** Material provided follows **

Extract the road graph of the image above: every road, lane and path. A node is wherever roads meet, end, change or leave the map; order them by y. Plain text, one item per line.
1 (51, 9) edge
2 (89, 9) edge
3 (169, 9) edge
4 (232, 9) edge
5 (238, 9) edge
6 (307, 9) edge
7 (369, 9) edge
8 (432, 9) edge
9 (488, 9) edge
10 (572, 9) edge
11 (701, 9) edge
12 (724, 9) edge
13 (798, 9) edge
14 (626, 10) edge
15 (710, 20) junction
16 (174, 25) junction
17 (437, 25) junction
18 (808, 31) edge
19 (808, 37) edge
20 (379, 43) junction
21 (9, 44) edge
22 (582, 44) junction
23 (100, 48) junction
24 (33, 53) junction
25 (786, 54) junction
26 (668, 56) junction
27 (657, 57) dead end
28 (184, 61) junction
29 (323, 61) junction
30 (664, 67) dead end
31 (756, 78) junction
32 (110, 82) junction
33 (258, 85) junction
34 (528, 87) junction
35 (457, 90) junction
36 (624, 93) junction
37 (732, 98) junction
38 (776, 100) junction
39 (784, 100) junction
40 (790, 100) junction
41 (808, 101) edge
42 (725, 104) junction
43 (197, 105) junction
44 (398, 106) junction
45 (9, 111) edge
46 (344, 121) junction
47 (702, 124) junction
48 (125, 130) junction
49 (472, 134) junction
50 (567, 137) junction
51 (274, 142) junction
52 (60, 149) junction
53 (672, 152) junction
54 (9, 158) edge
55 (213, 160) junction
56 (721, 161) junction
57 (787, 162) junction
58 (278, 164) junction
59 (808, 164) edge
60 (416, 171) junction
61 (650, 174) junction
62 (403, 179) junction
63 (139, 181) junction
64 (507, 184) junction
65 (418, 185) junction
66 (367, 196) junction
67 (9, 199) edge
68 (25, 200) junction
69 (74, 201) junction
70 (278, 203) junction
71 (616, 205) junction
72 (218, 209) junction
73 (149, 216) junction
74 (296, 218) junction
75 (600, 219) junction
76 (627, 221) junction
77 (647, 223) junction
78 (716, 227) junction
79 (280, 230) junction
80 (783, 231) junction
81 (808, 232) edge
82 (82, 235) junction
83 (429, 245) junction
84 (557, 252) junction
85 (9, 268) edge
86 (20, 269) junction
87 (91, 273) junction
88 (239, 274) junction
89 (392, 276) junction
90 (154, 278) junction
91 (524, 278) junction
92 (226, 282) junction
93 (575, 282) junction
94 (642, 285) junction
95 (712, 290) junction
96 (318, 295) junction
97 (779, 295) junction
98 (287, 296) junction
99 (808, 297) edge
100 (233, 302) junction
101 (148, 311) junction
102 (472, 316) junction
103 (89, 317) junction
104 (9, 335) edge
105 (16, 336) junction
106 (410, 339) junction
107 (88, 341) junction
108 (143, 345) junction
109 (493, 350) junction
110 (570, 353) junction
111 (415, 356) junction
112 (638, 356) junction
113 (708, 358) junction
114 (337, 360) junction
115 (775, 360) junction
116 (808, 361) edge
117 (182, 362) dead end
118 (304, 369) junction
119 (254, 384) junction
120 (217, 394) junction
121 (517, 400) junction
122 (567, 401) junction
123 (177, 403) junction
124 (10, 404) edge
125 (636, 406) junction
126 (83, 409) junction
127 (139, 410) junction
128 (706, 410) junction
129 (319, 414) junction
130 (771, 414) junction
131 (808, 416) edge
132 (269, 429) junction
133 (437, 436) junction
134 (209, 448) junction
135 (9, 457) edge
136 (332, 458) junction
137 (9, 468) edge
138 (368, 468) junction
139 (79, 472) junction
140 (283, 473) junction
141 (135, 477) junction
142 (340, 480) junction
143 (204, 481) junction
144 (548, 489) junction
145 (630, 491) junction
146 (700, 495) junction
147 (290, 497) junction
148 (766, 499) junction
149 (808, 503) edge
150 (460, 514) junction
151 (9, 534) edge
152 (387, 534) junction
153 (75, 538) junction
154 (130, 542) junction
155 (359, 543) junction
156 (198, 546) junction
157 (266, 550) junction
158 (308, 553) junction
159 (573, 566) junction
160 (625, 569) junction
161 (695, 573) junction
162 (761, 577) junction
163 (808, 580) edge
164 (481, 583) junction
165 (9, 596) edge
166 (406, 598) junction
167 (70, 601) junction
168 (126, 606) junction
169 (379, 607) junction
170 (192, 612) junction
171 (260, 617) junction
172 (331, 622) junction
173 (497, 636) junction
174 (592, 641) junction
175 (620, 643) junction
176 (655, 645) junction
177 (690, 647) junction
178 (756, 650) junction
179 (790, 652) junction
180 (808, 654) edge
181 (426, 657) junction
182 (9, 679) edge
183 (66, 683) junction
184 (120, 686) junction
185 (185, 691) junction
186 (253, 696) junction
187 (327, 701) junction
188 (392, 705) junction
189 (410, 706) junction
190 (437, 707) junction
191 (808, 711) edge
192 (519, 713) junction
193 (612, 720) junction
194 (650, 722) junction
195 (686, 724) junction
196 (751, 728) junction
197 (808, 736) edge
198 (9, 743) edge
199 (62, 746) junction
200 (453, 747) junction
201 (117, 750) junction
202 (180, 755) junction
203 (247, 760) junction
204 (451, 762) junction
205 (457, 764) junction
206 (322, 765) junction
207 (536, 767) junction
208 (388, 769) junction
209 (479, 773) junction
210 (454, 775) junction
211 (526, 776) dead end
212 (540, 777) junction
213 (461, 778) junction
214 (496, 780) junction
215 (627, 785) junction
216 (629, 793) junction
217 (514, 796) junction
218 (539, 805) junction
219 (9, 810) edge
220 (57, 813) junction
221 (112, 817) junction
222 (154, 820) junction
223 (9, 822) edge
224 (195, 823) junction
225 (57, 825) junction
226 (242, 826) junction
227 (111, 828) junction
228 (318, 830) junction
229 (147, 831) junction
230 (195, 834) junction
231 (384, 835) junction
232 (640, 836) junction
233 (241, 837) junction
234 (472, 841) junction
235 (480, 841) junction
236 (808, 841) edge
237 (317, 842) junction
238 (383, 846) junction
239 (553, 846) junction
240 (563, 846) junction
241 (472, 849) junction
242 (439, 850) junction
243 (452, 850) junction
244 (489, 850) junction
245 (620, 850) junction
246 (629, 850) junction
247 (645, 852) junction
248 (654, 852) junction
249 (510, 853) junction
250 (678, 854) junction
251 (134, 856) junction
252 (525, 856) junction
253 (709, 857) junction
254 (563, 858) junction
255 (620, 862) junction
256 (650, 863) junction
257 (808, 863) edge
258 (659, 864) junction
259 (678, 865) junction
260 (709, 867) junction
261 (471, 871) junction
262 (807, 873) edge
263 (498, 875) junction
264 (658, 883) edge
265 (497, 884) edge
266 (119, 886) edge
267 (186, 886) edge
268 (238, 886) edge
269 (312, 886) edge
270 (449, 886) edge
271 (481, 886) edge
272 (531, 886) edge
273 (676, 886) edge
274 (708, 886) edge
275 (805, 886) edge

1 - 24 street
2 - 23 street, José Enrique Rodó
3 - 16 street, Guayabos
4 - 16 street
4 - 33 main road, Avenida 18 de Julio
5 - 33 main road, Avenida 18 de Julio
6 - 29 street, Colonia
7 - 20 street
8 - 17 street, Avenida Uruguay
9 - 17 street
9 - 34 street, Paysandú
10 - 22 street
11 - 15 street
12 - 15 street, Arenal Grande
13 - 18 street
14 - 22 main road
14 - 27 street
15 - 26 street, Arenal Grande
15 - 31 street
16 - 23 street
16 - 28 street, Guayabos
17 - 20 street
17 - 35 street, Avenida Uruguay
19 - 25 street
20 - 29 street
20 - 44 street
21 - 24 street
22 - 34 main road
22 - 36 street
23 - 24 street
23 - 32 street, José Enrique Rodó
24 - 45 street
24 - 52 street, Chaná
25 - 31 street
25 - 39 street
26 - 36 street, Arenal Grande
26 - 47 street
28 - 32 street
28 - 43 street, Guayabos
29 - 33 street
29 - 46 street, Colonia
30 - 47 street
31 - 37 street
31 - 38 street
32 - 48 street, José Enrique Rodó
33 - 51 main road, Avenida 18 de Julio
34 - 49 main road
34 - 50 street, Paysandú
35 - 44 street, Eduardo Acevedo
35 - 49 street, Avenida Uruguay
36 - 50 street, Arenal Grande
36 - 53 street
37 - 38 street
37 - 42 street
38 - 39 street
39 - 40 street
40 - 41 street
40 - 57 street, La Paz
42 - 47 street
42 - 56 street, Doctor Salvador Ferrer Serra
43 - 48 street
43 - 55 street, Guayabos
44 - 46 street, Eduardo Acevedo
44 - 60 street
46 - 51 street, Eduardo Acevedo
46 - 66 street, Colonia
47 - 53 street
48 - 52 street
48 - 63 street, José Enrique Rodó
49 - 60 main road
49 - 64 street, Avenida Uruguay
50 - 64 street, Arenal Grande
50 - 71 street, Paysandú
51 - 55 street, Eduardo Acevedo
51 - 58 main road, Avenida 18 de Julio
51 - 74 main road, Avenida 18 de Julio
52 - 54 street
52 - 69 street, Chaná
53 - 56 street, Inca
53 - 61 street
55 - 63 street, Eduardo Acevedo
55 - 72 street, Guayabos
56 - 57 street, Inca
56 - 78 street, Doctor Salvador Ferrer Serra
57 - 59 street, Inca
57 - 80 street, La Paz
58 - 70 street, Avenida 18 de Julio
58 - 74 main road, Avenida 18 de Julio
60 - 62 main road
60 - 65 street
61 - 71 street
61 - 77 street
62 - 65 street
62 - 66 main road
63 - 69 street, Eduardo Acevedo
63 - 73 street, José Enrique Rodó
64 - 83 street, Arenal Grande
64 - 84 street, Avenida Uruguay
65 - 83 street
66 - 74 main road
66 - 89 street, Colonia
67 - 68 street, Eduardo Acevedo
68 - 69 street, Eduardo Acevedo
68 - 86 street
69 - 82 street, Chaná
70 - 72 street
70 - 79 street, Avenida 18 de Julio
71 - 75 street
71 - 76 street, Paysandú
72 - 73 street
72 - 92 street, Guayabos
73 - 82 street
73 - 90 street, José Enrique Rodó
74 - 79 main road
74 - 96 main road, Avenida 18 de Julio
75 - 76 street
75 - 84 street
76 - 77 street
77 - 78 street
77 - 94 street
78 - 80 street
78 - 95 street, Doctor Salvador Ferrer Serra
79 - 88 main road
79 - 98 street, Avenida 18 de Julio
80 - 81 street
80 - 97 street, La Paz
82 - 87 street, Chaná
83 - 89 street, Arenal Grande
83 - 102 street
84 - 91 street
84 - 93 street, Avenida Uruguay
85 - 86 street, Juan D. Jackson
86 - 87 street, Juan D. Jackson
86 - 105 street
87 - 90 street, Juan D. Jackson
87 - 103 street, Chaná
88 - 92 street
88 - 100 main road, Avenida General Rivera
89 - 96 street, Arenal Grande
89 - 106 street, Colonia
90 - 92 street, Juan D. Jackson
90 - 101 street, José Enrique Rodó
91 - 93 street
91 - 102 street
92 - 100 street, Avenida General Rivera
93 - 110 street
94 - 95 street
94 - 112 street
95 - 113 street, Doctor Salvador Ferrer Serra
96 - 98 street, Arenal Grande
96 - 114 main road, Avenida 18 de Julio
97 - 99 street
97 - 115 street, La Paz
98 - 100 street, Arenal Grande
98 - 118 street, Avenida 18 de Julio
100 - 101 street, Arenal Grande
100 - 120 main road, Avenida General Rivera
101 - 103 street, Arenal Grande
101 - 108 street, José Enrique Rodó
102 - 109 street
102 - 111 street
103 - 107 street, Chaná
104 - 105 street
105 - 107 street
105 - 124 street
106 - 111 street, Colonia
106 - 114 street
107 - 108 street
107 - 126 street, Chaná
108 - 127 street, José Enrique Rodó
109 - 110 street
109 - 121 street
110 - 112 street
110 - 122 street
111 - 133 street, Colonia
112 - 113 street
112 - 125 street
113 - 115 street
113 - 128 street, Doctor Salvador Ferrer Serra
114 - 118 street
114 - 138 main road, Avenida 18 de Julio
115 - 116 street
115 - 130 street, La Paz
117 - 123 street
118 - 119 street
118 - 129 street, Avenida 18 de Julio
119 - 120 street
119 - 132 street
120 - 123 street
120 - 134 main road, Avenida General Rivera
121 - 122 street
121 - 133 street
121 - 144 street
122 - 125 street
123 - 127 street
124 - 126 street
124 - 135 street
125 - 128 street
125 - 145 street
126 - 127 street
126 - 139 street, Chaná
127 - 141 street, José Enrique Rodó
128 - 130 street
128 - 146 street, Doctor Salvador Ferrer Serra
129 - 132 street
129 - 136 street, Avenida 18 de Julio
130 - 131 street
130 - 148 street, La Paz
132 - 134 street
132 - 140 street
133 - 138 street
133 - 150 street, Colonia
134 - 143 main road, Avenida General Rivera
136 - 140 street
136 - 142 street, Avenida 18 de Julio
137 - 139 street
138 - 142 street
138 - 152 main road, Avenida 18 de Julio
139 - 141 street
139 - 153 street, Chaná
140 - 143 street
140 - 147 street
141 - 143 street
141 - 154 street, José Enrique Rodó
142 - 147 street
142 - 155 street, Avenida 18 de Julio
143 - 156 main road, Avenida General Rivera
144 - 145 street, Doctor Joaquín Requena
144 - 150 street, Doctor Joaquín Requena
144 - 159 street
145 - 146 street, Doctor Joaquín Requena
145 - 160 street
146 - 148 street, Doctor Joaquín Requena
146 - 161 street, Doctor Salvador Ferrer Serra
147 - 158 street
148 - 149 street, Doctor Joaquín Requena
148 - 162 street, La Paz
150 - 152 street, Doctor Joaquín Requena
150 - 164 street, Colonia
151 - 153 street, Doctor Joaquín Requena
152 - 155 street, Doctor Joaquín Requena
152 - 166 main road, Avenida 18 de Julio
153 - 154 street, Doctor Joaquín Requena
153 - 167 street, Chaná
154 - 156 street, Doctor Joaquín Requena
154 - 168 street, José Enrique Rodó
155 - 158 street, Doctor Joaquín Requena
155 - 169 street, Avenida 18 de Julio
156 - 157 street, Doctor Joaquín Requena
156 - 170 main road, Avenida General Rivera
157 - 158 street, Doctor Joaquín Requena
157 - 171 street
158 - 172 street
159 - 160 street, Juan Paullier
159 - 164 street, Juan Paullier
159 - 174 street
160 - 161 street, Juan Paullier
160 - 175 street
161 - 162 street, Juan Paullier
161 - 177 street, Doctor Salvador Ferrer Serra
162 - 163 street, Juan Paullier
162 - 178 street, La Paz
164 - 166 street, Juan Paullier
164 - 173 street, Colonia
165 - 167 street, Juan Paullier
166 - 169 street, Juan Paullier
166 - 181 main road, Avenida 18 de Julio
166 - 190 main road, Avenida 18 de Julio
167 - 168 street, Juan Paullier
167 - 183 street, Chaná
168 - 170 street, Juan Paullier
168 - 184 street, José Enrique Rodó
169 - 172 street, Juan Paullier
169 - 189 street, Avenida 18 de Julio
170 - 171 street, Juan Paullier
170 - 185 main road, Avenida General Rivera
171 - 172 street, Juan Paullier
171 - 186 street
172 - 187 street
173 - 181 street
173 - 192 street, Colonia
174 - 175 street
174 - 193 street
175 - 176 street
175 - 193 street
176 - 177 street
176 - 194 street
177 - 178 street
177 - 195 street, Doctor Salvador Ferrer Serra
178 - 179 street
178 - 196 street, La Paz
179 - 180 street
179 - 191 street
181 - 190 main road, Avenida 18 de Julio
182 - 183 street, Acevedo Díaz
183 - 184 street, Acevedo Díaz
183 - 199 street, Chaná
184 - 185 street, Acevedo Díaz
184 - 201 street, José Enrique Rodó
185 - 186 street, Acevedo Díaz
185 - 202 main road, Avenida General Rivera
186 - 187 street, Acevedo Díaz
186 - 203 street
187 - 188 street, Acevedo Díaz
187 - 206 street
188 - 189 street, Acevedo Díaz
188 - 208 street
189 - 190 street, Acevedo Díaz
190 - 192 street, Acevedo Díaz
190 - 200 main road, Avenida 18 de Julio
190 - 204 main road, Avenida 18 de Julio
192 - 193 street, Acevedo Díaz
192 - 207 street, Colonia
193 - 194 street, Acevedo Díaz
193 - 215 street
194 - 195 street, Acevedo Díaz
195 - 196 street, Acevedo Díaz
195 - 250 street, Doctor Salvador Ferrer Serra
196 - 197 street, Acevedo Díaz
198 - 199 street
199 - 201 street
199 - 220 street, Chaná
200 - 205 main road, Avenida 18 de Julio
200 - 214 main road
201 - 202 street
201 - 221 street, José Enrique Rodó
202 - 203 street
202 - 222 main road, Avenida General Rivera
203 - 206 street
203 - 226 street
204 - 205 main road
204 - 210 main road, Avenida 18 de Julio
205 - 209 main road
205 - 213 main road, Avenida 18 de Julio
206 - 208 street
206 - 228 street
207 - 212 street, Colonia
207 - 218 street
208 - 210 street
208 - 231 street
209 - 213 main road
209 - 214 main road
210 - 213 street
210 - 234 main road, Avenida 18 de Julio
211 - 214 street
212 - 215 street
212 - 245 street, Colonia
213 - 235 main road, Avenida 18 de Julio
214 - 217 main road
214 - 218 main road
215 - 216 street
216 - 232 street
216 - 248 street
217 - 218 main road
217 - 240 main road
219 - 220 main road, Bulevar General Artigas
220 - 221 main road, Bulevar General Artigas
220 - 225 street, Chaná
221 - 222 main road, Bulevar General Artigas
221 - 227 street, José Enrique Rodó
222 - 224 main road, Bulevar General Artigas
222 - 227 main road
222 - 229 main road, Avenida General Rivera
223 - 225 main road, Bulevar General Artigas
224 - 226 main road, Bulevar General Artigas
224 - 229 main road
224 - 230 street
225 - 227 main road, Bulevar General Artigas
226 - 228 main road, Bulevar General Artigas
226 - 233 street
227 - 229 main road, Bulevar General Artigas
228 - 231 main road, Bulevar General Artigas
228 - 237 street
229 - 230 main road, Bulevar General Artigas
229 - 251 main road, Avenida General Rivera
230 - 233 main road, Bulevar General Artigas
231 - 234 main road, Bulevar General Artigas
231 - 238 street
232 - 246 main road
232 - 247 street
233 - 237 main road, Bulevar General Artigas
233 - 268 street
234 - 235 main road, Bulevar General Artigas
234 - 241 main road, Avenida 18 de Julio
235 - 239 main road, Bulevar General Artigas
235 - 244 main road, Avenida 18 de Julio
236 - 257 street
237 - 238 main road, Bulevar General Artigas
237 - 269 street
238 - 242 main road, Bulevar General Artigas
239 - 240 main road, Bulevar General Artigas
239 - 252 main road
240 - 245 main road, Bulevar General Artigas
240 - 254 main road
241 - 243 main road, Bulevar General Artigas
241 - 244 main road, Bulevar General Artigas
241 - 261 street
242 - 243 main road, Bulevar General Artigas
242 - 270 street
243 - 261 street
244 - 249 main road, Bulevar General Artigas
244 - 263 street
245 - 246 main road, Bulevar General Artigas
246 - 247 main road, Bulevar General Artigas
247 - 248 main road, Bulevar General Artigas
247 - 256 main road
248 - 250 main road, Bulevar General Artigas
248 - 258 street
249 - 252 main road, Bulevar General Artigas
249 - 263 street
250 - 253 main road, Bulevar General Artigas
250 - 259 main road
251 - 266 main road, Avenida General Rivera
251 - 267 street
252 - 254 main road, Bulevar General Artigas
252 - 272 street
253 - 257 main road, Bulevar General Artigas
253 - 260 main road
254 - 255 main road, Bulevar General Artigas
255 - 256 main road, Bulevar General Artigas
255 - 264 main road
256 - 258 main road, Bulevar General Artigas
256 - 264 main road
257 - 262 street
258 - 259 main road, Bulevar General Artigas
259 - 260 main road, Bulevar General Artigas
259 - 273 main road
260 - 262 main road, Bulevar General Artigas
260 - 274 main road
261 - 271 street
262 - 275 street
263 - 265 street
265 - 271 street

** End of Material provided **

_What is required_.
Wherever a line in the entries holds "Uruguay", copy that line.

_Completed exercise_.
8 - 17 street, Avenida Uruguay
17 - 35 street, Avenida Uruguay
35 - 49 street, Avenida Uruguay
49 - 64 street, Avenida Uruguay
64 - 84 street, Avenida Uruguay
84 - 93 street, Avenida Uruguay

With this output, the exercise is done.